Phase one of this acknowledgment was to throw a whole lot of stock reports, weather, horoscopes and sport at the problem and hope that would keep people happy.
Something called WAP (wireless access protocol) came to deliver these services and promptly died without anyone caring much. Many carriers seriously splashed on 3G spectrum without much idea of how to recoup their investment.

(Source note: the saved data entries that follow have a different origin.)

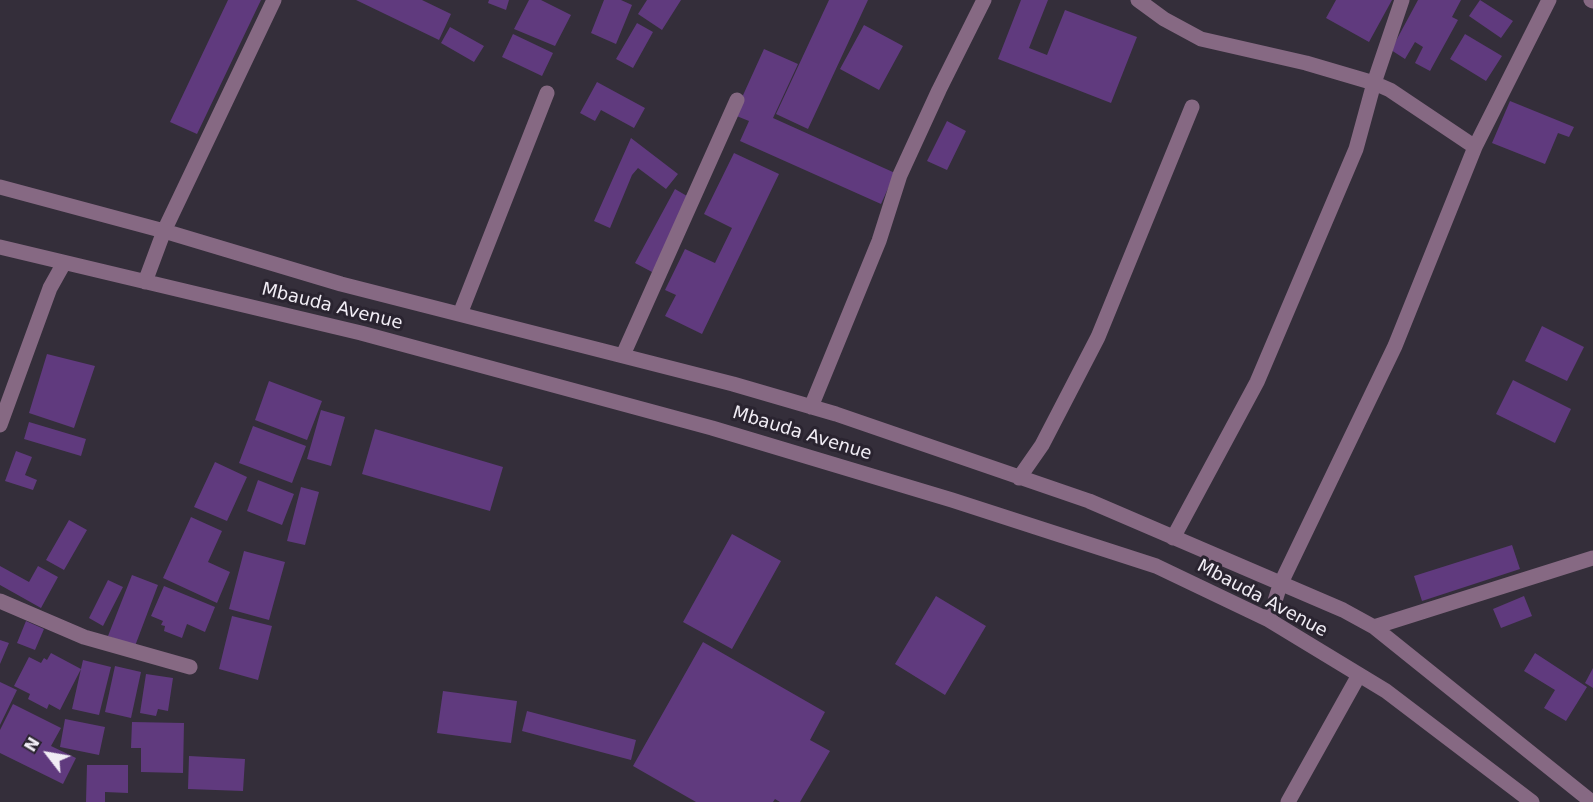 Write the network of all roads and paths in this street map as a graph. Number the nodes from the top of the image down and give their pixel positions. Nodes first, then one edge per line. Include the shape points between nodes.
1 (274, 0) edge
2 (984, 0) edge
3 (1138, 0) edge
4 (1402, 0) edge
5 (1549, 0) edge
6 (1374, 83) junction
7 (547, 93) dead end
8 (738, 100) dead end
9 (1192, 107) dead end
10 (1474, 147) junction
11 (0, 187) edge
12 (164, 231) junction
13 (0, 247) edge
14 (64, 263) junction
15 (145, 282) junction
16 (460, 314) junction
17 (623, 355) junction
18 (811, 407) junction
19 (0, 425) edge
20 (1019, 478) junction
21 (1173, 538) junction
22 (1593, 558) edge
23 (1280, 585) junction
24 (0, 601) edge
25 (1269, 620) junction
26 (1374, 627) junction
27 (190, 667) dead end
28 (1359, 675) junction
29 (1515, 797) edge
30 (1288, 802) edge
31 (1532, 802) edge
32 (1592, 802) edge

1 - 12 street
2 - 18 street via 900,175 879,241
3 - 6 street via 1201,39
4 - 6 street
5 - 10 street
6 - 10 street
6 - 21 street via 1356,149 1257,382
7 - 16 street
8 - 17 street
9 - 20 street via 1098,337 1042,445
10 - 23 street via 1395,346
11 - 12 street
12 - 15 street
12 - 16 street via 341,284
13 - 14 street, Mbauda Avenue
14 - 15 street, Mbauda Avenue
14 - 19 street via 50,288
15 - 25 street, Mbauda Avenue via 361,333 712,428 929,493 1156,566
16 - 17 street
17 - 18 street
18 - 20 street
20 - 21 street via 1089,501
21 - 23 street
22 - 26 street
23 - 25 street
23 - 26 street
24 - 27 street via 84,637
25 - 28 street, Mbauda Avenue
26 - 32 street
28 - 29 street, Mbauda Avenue via 1386,691
28 - 30 street
29 - 31 street, Mbauda Avenue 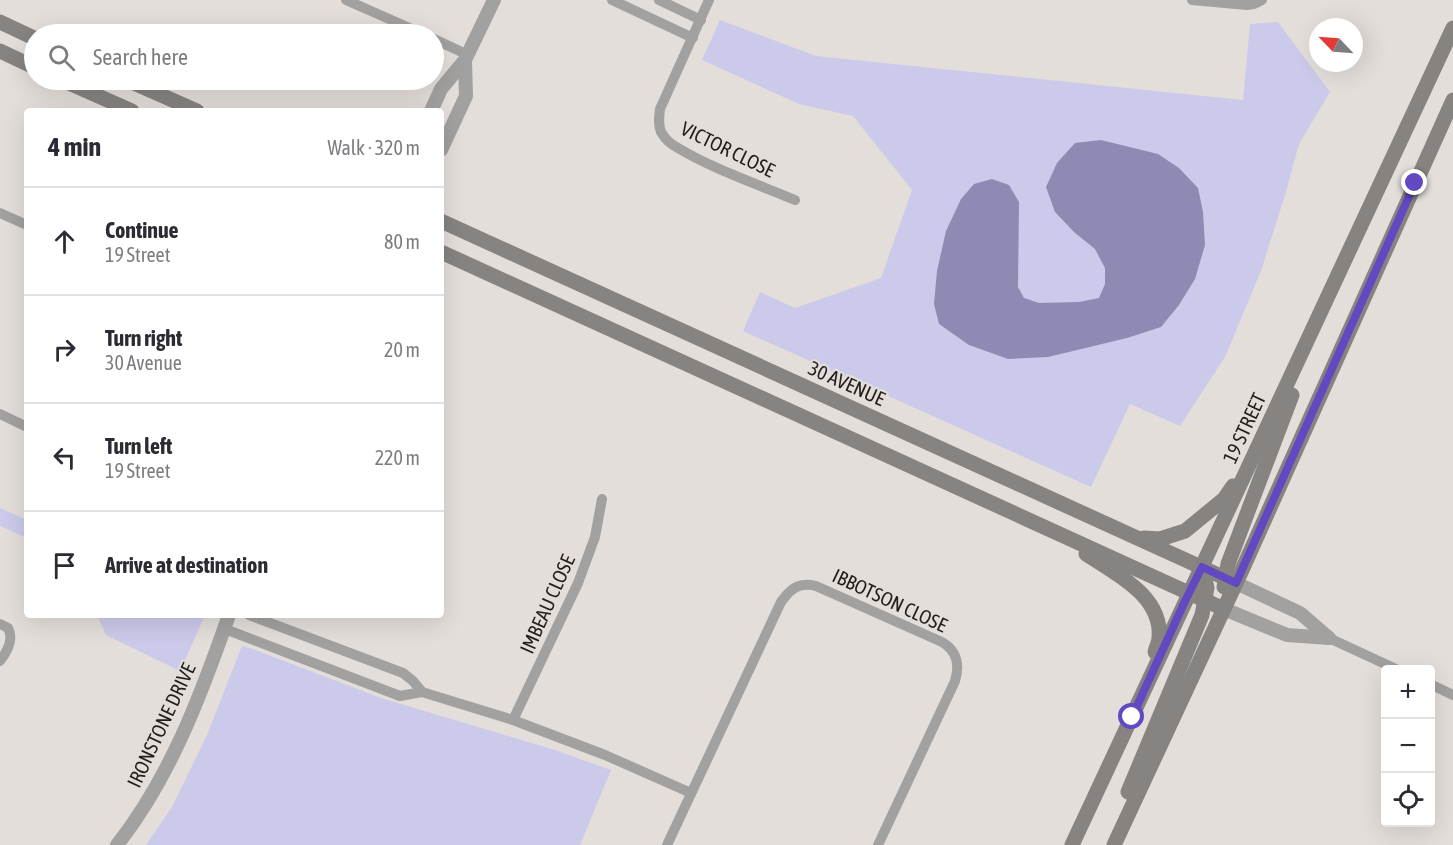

Then along came MP3s, phones with cameras and video, MySpace and Youtube and suddenly the telco landscape looked nothing like it used to.
Analyst Bruce McCabe of S2Intelligence notes that while the promise of exciting content informs much of the marketing of carrier’s high speed services, it is something which they themselves are especially bad at.
“It’s like the very initial days of the dot com boom – there’s this naivety instead of being considered about what matters,” he says.
What’s ironic about all of this is that while carriers’ boardroom meetings centred on deciphering current consumer behaviour - and how to make them pay for it, the success of sites like MySpace, Youtube and even Ebay should have made it quite obvious that people are especially fond of watching, well, themselves.
“Youtube was never something that was going to be invented by big corporations,” says Australian Interactive Media Industry Association (AIMIA) chief executive John Butterworth.
“Carriers have been through the phase of wanting to be content providers and are now working with content aggregators.”
As Jennifer Wilson, managing director of Australian publishing veteran HWW, now owned by NineMSN, puts it: “The idea that content is a one way stream is dead.” Major portals like MSN, AOL and Yahoo! appear to have acknowledged this by moving away from charging for content, focussing instead on advertising revenues. Such changes are among many linked with the evolution of the so-called Web 2.0.